▸ **Task statement**
Copy all the lines of the data that include the word "HUNTINGTON".

▸ **Provided records**
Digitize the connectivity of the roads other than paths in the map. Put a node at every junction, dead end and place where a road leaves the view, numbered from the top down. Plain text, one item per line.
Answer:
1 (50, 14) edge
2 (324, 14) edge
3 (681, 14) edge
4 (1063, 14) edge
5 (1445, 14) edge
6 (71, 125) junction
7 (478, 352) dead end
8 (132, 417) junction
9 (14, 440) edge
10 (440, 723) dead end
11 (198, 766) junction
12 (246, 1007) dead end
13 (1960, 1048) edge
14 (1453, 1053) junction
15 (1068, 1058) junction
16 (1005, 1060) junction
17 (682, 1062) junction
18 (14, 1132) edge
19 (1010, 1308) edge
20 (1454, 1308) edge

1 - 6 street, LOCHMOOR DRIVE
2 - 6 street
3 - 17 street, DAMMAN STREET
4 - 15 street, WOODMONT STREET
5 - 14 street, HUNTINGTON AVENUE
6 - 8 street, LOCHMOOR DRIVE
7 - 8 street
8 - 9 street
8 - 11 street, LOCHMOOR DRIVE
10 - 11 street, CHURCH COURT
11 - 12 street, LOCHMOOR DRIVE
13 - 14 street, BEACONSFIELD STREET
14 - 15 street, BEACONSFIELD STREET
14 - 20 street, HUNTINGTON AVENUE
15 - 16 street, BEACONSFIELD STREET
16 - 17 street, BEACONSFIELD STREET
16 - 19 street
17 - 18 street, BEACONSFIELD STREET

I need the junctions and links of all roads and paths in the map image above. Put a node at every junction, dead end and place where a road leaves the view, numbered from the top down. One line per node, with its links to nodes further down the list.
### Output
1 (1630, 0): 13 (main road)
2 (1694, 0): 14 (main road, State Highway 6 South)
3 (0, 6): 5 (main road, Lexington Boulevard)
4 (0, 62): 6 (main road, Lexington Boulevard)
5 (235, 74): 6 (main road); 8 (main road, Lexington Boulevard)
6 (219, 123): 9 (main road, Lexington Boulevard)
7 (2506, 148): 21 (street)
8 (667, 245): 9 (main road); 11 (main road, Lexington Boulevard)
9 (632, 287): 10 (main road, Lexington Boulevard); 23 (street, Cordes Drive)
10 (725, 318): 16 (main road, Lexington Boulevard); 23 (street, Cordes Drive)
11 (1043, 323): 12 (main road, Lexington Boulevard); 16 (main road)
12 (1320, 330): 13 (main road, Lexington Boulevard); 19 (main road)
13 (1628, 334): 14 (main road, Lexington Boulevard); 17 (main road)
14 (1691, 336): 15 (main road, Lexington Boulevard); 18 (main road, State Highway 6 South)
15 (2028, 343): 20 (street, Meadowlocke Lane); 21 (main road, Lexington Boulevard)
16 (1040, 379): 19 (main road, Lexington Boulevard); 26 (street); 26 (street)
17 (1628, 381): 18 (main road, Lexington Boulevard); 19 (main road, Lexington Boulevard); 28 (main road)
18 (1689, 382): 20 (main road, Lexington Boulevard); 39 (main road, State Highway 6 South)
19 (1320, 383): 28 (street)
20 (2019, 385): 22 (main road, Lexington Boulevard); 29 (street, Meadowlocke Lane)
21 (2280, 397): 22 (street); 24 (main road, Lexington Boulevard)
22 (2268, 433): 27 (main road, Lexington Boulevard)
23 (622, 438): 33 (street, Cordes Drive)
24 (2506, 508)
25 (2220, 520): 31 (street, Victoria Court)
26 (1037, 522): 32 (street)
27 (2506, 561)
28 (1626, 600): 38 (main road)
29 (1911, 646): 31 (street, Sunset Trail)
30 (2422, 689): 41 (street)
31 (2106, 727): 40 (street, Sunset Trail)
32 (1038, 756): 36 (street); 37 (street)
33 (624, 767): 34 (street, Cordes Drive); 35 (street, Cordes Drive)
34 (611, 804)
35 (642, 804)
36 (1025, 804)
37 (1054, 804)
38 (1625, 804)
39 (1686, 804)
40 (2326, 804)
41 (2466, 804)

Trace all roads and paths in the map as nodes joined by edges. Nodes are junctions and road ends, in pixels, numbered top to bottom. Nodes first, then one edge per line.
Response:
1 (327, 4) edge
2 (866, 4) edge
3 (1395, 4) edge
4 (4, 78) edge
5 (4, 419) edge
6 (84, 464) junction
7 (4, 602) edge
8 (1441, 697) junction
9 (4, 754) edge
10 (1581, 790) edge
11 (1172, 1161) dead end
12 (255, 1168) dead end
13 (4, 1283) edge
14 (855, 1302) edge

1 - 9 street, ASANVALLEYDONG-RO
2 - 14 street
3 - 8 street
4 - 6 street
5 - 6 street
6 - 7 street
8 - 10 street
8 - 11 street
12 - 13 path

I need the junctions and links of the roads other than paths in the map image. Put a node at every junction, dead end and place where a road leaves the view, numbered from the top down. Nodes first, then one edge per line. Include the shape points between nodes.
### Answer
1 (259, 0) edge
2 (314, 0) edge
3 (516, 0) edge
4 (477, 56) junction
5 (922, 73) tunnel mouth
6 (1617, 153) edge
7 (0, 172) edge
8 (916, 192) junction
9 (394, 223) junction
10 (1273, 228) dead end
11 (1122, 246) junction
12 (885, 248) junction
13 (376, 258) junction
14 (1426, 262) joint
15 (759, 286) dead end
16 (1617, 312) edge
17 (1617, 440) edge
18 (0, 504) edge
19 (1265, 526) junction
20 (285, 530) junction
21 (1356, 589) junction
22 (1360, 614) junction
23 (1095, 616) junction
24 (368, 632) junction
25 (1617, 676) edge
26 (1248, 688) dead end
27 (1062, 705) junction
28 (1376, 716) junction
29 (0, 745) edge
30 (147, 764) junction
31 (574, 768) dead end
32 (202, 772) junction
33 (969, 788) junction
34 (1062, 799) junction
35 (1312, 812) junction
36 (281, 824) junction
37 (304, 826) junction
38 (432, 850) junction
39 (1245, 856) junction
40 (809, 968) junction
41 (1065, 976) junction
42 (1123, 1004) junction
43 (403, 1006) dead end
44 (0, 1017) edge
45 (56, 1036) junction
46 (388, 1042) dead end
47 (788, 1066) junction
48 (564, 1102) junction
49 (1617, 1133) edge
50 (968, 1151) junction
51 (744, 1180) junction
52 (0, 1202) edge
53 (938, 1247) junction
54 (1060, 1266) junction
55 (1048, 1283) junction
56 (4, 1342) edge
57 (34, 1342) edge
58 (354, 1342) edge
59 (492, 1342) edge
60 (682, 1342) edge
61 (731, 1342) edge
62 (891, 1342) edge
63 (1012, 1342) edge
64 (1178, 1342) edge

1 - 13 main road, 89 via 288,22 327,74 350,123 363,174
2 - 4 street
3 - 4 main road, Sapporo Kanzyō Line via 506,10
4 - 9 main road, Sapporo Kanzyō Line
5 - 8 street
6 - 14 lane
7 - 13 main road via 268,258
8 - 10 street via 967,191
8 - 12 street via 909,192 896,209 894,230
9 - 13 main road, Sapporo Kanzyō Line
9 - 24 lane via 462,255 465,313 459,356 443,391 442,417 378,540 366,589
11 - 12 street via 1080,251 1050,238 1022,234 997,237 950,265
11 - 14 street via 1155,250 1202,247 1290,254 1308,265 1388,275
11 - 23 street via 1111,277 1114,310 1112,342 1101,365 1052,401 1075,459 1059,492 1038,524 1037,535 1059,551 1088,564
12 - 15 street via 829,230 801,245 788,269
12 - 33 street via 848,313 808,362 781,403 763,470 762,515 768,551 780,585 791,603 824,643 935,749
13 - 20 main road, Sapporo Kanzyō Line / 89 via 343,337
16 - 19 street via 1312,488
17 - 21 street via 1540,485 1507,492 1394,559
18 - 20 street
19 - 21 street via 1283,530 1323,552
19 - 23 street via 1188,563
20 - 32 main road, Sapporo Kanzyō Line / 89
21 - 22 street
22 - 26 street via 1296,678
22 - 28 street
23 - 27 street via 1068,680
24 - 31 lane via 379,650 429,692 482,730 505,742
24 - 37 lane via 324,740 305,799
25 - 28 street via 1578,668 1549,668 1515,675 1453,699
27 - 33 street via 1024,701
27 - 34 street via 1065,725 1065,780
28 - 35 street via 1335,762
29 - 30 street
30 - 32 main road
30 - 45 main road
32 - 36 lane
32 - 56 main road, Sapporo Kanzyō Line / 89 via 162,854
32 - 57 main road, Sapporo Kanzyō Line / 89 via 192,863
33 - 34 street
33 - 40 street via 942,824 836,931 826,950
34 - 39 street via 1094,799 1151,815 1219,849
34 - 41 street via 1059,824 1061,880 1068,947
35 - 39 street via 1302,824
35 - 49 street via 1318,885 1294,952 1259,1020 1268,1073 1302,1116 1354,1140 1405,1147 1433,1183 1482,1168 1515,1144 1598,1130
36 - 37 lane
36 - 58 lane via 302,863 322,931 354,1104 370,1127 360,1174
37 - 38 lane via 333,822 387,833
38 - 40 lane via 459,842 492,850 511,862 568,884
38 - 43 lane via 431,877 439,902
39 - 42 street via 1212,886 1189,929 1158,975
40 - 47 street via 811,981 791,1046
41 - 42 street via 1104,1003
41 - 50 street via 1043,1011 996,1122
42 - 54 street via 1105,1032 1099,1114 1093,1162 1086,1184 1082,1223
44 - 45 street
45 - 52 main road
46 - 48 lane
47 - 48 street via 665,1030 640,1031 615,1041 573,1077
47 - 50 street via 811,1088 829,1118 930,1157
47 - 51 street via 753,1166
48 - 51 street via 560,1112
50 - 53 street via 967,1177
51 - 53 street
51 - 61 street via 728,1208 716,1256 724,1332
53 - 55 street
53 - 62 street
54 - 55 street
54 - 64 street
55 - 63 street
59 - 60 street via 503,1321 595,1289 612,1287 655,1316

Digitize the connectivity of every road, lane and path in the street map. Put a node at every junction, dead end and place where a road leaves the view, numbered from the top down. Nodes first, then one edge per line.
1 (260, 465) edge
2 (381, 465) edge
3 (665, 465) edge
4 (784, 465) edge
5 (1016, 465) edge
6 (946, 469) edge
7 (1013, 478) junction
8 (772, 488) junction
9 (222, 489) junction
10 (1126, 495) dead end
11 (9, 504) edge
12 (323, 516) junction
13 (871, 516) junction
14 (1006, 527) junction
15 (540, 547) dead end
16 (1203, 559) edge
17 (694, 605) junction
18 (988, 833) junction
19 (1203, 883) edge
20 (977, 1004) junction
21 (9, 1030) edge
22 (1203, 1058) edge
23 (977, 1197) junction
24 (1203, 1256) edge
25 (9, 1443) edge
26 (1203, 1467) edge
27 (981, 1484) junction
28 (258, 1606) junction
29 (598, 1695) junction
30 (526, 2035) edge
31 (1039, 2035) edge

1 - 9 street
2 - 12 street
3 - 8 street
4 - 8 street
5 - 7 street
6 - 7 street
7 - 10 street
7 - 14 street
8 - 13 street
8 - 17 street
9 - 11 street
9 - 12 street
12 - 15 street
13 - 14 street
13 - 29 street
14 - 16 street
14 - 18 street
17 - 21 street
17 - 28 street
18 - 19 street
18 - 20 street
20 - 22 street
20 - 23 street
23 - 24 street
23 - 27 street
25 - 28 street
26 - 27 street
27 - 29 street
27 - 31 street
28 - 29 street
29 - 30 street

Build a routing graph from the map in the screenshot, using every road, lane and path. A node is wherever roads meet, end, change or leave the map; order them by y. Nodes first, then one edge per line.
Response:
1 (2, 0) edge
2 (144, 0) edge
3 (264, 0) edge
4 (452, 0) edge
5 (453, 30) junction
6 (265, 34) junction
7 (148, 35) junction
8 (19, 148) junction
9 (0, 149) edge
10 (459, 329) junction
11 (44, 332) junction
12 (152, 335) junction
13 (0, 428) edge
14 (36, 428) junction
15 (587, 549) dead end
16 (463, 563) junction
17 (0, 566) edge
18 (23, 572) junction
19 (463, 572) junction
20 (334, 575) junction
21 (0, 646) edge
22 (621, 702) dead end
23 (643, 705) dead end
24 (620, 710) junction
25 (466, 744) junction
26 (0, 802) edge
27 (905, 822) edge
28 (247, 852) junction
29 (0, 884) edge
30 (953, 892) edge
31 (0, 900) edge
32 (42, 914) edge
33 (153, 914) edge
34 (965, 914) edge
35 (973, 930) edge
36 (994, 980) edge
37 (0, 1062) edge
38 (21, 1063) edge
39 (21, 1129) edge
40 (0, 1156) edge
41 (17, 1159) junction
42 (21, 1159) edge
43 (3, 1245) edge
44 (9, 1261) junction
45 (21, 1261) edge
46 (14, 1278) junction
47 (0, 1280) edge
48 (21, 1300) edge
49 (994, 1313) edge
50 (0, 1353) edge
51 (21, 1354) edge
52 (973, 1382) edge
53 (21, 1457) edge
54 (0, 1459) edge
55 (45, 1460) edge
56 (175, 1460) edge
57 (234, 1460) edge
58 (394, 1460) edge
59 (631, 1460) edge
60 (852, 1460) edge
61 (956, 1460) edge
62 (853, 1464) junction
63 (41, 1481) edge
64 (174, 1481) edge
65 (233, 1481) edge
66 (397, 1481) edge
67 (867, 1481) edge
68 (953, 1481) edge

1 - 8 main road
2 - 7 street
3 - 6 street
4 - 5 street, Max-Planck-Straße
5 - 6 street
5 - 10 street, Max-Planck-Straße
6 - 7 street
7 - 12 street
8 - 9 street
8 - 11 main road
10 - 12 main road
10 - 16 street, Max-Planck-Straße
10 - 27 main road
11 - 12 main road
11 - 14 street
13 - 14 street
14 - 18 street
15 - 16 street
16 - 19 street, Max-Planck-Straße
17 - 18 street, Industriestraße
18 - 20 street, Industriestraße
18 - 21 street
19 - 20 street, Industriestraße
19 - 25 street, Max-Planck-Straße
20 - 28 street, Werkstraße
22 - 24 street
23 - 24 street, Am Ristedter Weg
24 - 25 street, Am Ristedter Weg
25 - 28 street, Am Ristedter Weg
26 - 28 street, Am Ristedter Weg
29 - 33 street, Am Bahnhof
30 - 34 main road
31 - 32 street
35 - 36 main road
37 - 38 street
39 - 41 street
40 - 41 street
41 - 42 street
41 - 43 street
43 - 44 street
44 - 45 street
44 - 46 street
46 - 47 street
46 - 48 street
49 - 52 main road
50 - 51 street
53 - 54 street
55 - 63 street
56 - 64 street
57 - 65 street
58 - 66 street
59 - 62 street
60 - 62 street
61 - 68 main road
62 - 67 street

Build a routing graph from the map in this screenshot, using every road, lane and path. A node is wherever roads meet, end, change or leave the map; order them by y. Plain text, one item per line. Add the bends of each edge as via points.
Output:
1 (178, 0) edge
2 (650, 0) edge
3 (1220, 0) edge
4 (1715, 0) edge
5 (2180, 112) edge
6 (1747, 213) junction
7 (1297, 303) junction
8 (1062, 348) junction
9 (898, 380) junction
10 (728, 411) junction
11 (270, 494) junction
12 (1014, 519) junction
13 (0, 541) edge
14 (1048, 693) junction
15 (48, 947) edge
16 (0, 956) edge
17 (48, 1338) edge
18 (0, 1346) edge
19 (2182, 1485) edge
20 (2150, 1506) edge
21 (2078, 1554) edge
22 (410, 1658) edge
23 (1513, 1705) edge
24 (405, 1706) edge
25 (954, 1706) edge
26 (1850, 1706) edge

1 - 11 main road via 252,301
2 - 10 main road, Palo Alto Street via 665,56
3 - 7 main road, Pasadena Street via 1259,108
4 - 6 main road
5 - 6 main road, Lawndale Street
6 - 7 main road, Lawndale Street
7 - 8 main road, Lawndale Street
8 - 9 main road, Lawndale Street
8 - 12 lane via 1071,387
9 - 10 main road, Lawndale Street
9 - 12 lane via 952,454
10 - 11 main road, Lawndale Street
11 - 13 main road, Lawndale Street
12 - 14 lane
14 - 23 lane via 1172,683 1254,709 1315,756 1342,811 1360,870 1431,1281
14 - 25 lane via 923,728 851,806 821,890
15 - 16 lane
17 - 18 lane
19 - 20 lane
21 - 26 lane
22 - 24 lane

▸ **Solution to this exercise**
5 - 14 street, HUNTINGTON AVENUE
14 - 20 street, HUNTINGTON AVENUE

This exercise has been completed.